Fables: Legends in Exile is a compulsively readable contemporary reworking of the traditional fairy tales. Incorporating characters from such classics as Snow White, Jack and the Beanstalk, and Beauty and the Beast, this story, which is rendered in comic book form, takes place in modern-day New York City.
In many ways, the fairy tale has been updated to reflect a more contemporary milieu. Characters are decidedly modern: they use profane language, make raunchy jokes, and essentially look and behave like normal humans, dressing in modern garb and using public transportation. Moreover, the female characters have evolved from passive, demure creatures to autonomous and assertive individuals. Many of the story’s female characters are divorcees, and many, like Snow White, occupy positions of power in society. Unlike the traditional fairy tale, a rigid patriarchal framework does not underlie Fables, mirroring the more progressive conception of women in today’s world.

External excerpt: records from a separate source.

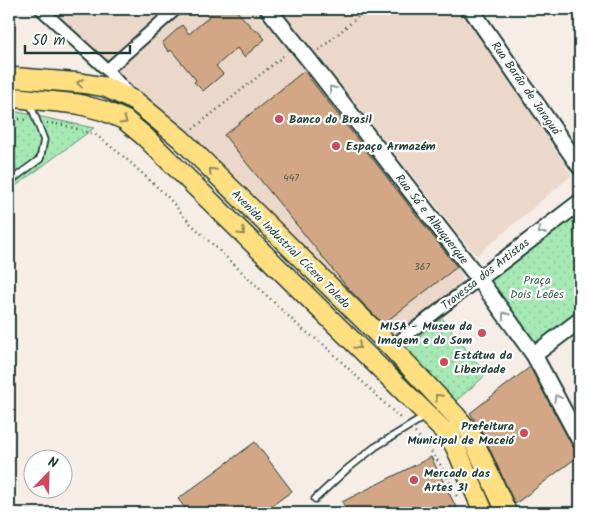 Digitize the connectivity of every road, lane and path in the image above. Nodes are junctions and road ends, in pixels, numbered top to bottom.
1 (41, 9) edge
2 (176, 9) edge
3 (268, 9) edge
4 (367, 9) edge
5 (471, 9) edge
6 (297, 45) junction
7 (309, 60) junction
8 (107, 70) junction
9 (9, 77) edge
10 (9, 97) edge
11 (29, 99) junction
12 (135, 101) junction
13 (9, 118) edge
14 (37, 122) junction
15 (180, 139) junction
16 (580, 167) edge
17 (9, 182) edge
18 (580, 202) edge
19 (478, 279) junction
20 (580, 320) edge
21 (391, 348) junction
22 (534, 355) junction
23 (428, 414) junction
24 (409, 427) junction
25 (580, 441) edge
26 (314, 499) dead end
27 (462, 505) dead end
28 (484, 513) edge
29 (507, 513) edge

1 - 8 street
2 - 8 street
3 - 6 street, Rua Sá e Albuquerque
4 - 7 path
5 - 16 street, Rua Barão de Jaraguá
6 - 7 street, Rua Sá e Albuquerque
6 - 15 path
19 -> 7 street, Rua Sá e Albuquerque
8 - 12 street
12 -> 9 main road, Avenida Industrial Cícero Toledo
10 - 11 main road, Avenida Industrial Cícero Toledo
11 - 14 lane
11 -> 23 main road, Avenida Industrial Cícero Toledo
12 - 15 main road, Avenida Industrial Cícero Toledo
13 - 14 path
14 - 17 lane
14 - 24 path
21 -> 15 main road, Avenida Industrial Cícero Toledo
18 -> 19 street, Travessa dos Artistas
19 - 21 street, Travessa dos Artistas
22 -> 19 street, Rua Sá e Albuquerque
20 - 22 street
29 -> 21 main road, Avenida Industrial Cícero Toledo
25 -> 22 street, Rua Sá e Albuquerque
23 - 24 lane
23 - 28 main road, Avenida Industrial Cícero Toledo
24 - 26 lane
24 - 27 path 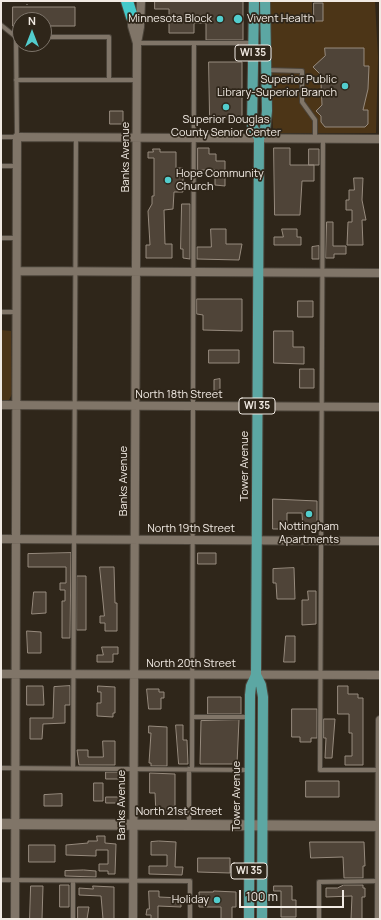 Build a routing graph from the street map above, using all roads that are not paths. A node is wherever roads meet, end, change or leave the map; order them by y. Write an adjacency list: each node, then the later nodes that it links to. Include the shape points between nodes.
1 (127, 1): 6 (highway)
2 (132, 1): 6 (street, Banks Avenue)
3 (141, 1): 10 (street, Banks Avenue)
4 (254, 1): 12 (main road, Tower Avenue / WI 35)
5 (265, 1): 14 (main road, Tower Avenue / WI 35)
6 (132, 16): 10 (street, Banks Avenue)
7 (1, 25): 8 (lane)
8 (12, 33)
9 (52, 37): 16 (lane, via 110,37)
10 (137, 43): 11 (lane); 17 (street, Banks Avenue)
11 (194, 43): 12 (lane); 22 (lane)
12 (253, 43): 23 (main road, Tower Avenue / WI 35, via 252,126)
13 (17, 52): 15 (lane)
14 (265, 70): 23 (main road, Tower Avenue / WI 35, via 266,123); 24 (lane, via 302,71 302,102 315,120)
15 (16, 80): 16 (lane); 18 (lane)
16 (109, 80): 17 (lane)
17 (137, 80): 20 (street, Banks Avenue)
18 (17, 137): 19 (street); 21 (lane); 27 (street)
19 (76, 137): 20 (street); 31 (lane)
20 (137, 137): 22 (street); 32 (street, Banks Avenue)
21 (1, 138)
22 (195, 138): 23 (street); 33 (lane)
23 (259, 138): 24 (street); 34 (main road, Tower Avenue / WI 35)
24 (319, 138): 25 (street); 35 (lane)
25 (380, 138)
26 (1, 166): 27 (lane)
27 (17, 166): 29 (street)
28 (1, 238): 29 (lane)
29 (17, 238): 30 (street)
30 (17, 271): 31 (street); 38 (street)
31 (76, 272): 32 (street); 41 (lane)
32 (136, 272): 33 (street); 42 (street, Banks Avenue)
33 (194, 272): 34 (street); 43 (lane)
34 (258, 273): 35 (street); 44 (main road, Tower Avenue / WI 35)
35 (322, 273): 36 (street); 45 (lane)
36 (380, 273)
37 (1, 312): 38 (lane)
38 (17, 312): 40 (street)
39 (1, 405): 40 (street, North 18th Street)
40 (16, 405): 41 (street, North 18th Street); 48 (street)
41 (75, 406): 42 (street, North 18th Street); 49 (lane)
42 (136, 406): 43 (street, North 18th Street); 50 (street, Banks Avenue)
43 (193, 406): 44 (street, North 18th Street); 51 (lane)
44 (258, 406): 45 (street, North 18th Street); 52 (main road, Tower Avenue / WI 35)
45 (322, 407): 46 (street, North 18th Street); 53 (lane)
46 (380, 407)
47 (1, 539): 48 (street, North 19th Street)
48 (16, 539): 49 (street, North 19th Street); 56 (street)
49 (75, 540): 50 (street, North 19th Street); 57 (lane)
50 (135, 540): 51 (street, North 19th Street); 58 (street, Banks Avenue)
51 (194, 540): 52 (street, North 19th Street); 59 (lane)
52 (257, 540): 53 (street, North 19th Street); 60 (main road, Tower Avenue / WI 35)
53 (322, 540): 54 (street, North 19th Street); 61 (lane)
54 (380, 541)
55 (1, 674): 56 (street, North 20th Street)
56 (15, 674): 57 (street, North 20th Street); 67 (street)
57 (75, 674): 58 (street, North 20th Street); 68 (lane)
58 (134, 674): 59 (street, North 20th Street); 69 (street, Banks Avenue)
59 (193, 675): 60 (street, North 20th Street); 63 (lane)
60 (256, 675): 61 (street, North 20th Street); 64 (main road, Tower Avenue / WI 35, via 250,690); 78 (main road, Tower Avenue / WI 35, via 261,685 262,696)
61 (320, 675): 62 (street, North 20th Street); 72 (lane, via 320,770)
62 (380, 675)
63 (192, 717): 64 (lane); 70 (lane)
64 (249, 717): 71 (main road, Tower Avenue / WI 35)
65 (380, 720): 72 (street)
66 (1, 768): 67 (lane)
67 (15, 768): 68 (lane); 74 (street)
68 (73, 768): 69 (lane)
69 (133, 769): 70 (lane); 75 (street, Banks Avenue)
70 (191, 769): 71 (lane); 76 (lane)
71 (250, 770): 77 (main road, Tower Avenue / WI 35)
72 (380, 770): 79 (street)
73 (1, 824): 74 (street, North 21st Street)
74 (15, 824): 75 (street, North 21st Street); 81 (street)
75 (133, 824): 76 (street, North 21st Street); 83 (street, Banks Avenue)
76 (189, 824): 77 (street, North 21st Street)
77 (250, 825): 78 (street, North 21st Street); 89 (main road, Tower Avenue / WI 35)
78 (263, 825): 79 (street, North 21st Street); 90 (main road, Tower Avenue / WI 35)
79 (380, 826): 84 (street)
80 (1, 880): 81 (lane)
81 (14, 880): 82 (lane); 85 (street)
82 (72, 881): 83 (lane); 86 (lane)
83 (133, 881): 87 (street, Banks Avenue); 88 (lane, via 190,881)
84 (380, 881): 91 (lane, via 319,882); 92 (street)
85 (14, 919)
86 (73, 919)
87 (133, 919)
88 (190, 919)
89 (249, 919)
90 (262, 919)
91 (319, 919)
92 (379, 919)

Another way in which Fables deviates from, say, a traditional Grimm Brothers tale is through its explicit sexual content. Many of the scenes are explicitly erotic, and characters frequently make bawdy jokes and references. For example, Prince Charming emerges as a shameless womanizer who sleeps with a steakhouse waitress simply to nab money off her. In this way, Fables departs from the decidedly de-sexualized 19th century fairy tale and returns to the outright crudeness we see in older tales such as “The Story of Grandmother.”
One of the most marked digressions from the fairy tale tradition is the glaring lack of magic. In order to blend into humanity—or, rather, the “mundane” masses—the characters refrain from the use of magic. Indeed, in order to solve the crime, the Wolf relies solely on his wits, employing crime scene investigation techniques to unravel the mystery. No “magical helper” swoops in to elucidate the truth and uncover the murderer.
Aside from the fact that it borrows fairy tale characters, Fables is more evocative of an episode of CSI than an actual fairy tale. Willingham has revised the fairy tale almost beyond recognition, in my opinion. Really, the only way I could understand Fables as a “fairy tale” is the fact that it adheres to Vladimir Propp’s Five Functions of a fairy tale—there is a lack of something (Red Rose is missing); a quest (the Wolf sets out to solve the mystery); presence of helpers (Snow White jumps in to help) and opponents (Bluebeard proves uncooperative); tests (trying to unravel the case); and finally, a reward (the mystery of Red Rose’s disappearance is deduced). What do you think? Are they any other ways in which Fables is distinctly paralleling the fairy tale tradition?